Agree with your post.

As to your description of their business model ---

It's good to see that an institution with "global" aspirations can still remain grounded in its national traditions.

In that regard, I thought the asset shuffle was "brilliant" for two reasons. Either very high quality assets were shifted out from under the noses of GIH's creditors to settle an unfortunate problem outside of the rescheduling. Or duff assets were shifted to AT's shareholders.

I'm not clear on the details of the asset shuffle - and frankly have been rather lazy about following up.

Do you know? Did GIH set up a company with the assets and then swap shares? Or was there some other mechanism?

Advocatus said...

The Al Thouria money was placed with a local bank in the name of GIH so the bank was legally entitled to claim the money against a non performing GIH loan. Bad governance at GIH for mixing investors subscription funds with their own funds - anything to make an extra return! There was then an asset swap by GIH who in return for Al Thouria shares gave up other assets.

Abu 'Arqala said...

Advocatus

Thanks.

Still not clear on the mechanism for the asset swap.
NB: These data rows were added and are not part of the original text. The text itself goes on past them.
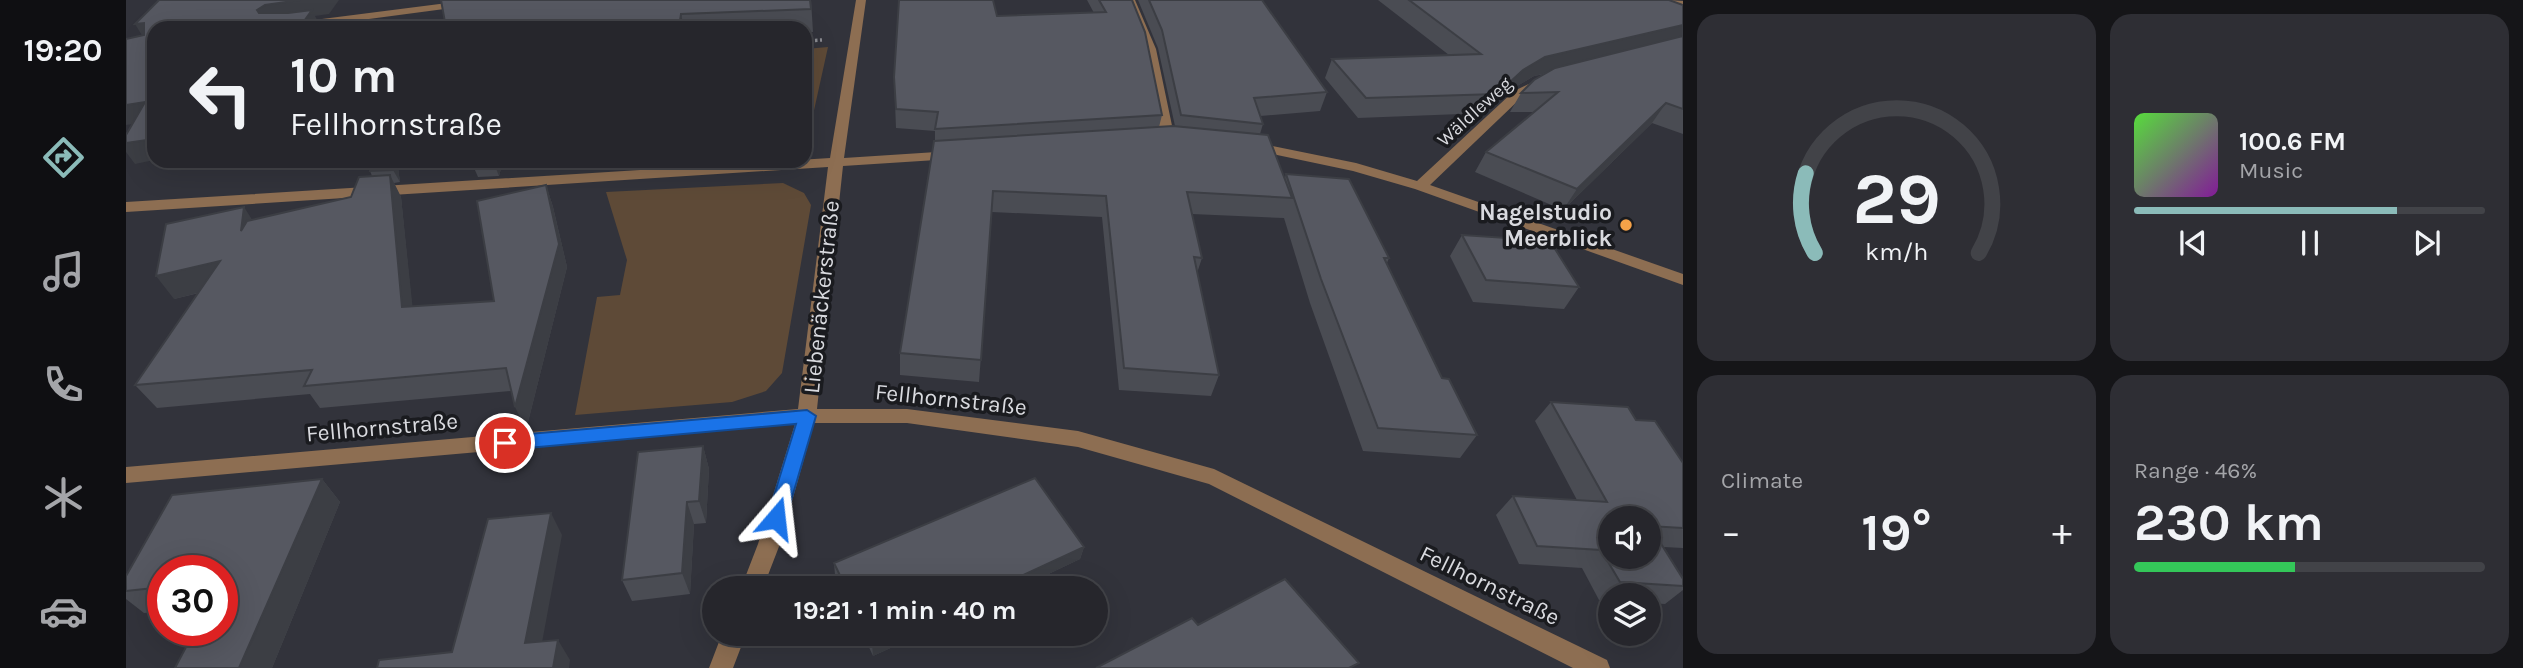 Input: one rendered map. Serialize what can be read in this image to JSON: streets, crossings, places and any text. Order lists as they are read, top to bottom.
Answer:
{
  "streets": {
    "street": ["Wäldleweg", "Liebenäckerstraße", "Fellhornstraße"]
  },
  "crossings": [
    ["Liebenäckerstraße", "Fellhornstraße"]
  ],
  "places": ["Nagelstudio Meerblick"],
  "page": {
    "tabs": "19:20",
    "turn": ["10 m", "Fellhornstraße"],
    "song": ["100.6 FM", "Music"],
    "tile": [
      "Climate",
      ["Range · 46%", "230 km"]
    ],
    "heat": ["−", "19°", "+"],
    "limit": "30",
    "trip": "19:21 · 1 min · 40 m",
    "gauge": ["29", "km/h"]
  }
} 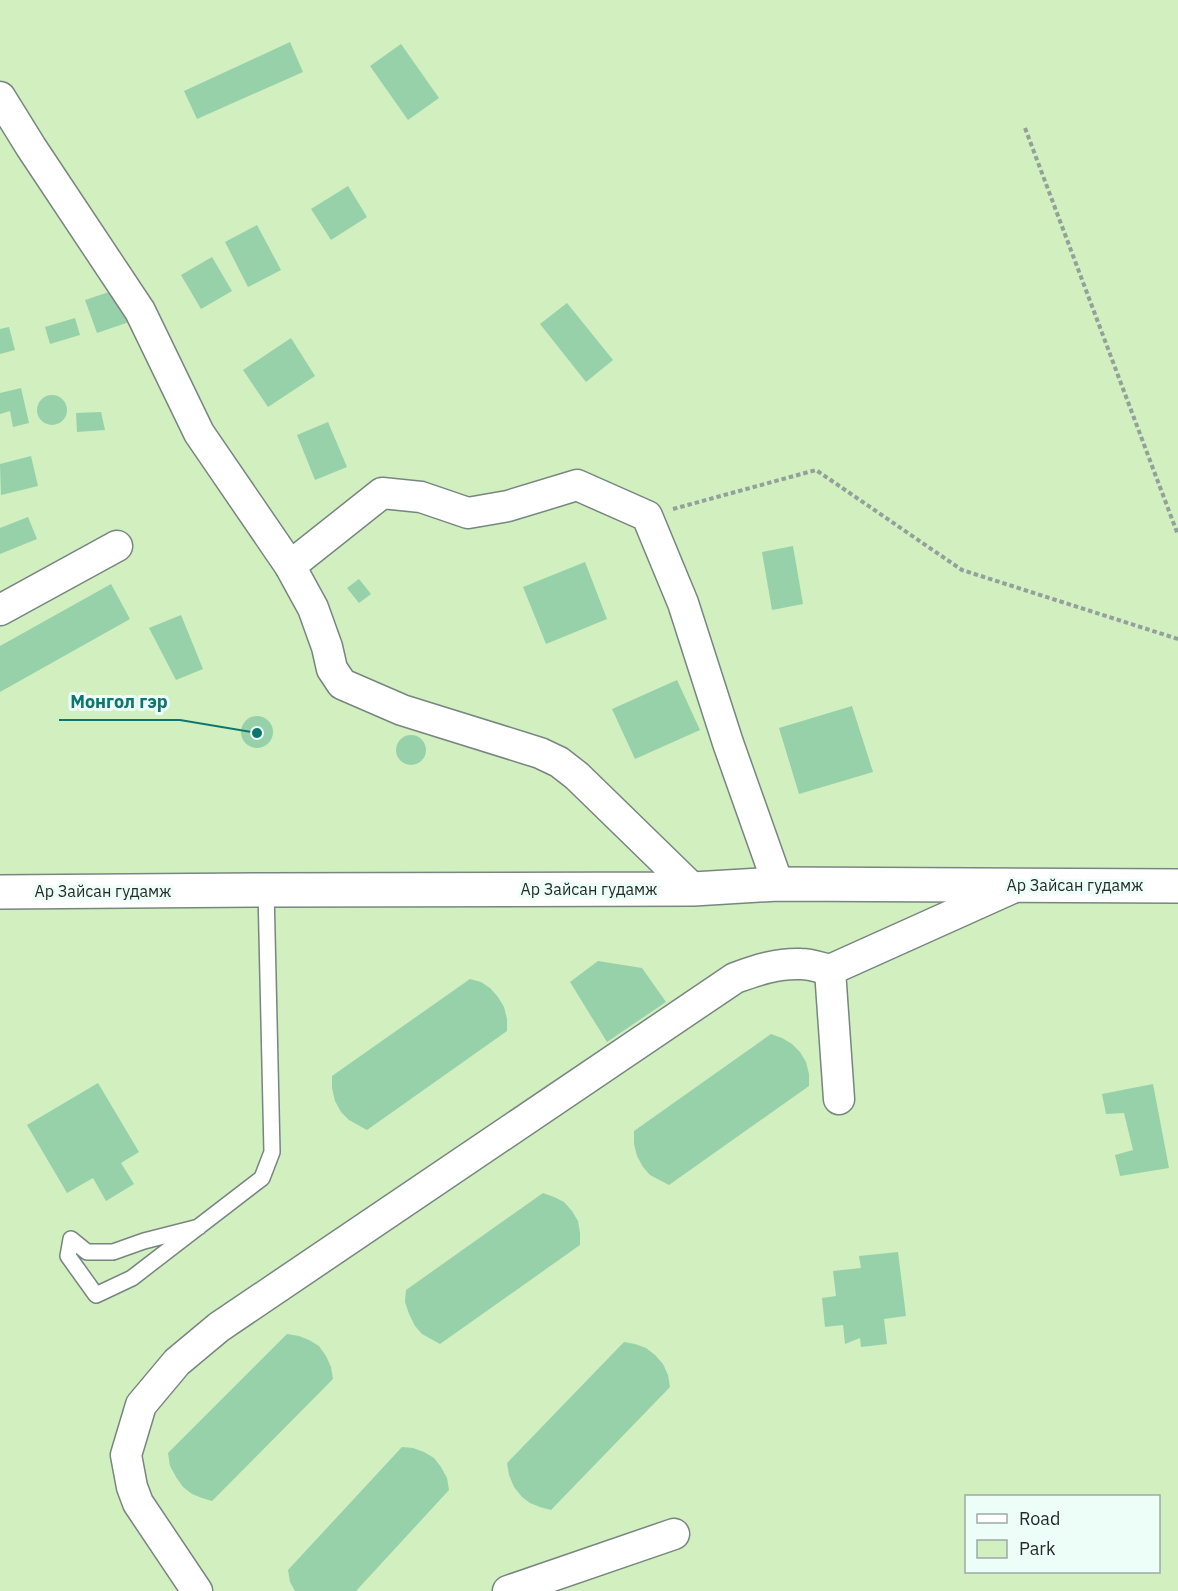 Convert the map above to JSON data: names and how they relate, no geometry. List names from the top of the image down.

Were different shareholders in AlThouraia offered different assets?
Or were all the assets put into a new company and the shares in that company swapped for Al Thouraia shares?

Advocatus said...

There were various assets offered to the Al Thouria shareholders at GIH valuations on a first come first served basis. GIH valuation was over inflated but you had to take it or leave it. If you did not move quick you were left with the choice of assets of more dubious quality.

Abu 'Arqala said...

Advocatus

Many thanks.

From your comments, it seems GIH has a diversified portfolio of assets - at least in terms of quality.

A riddle: In Kuwait, what's the sure fire way to tell when an asset's value is being inflated? When the owner's lips are moving. Or when his "auditor" signs off on it.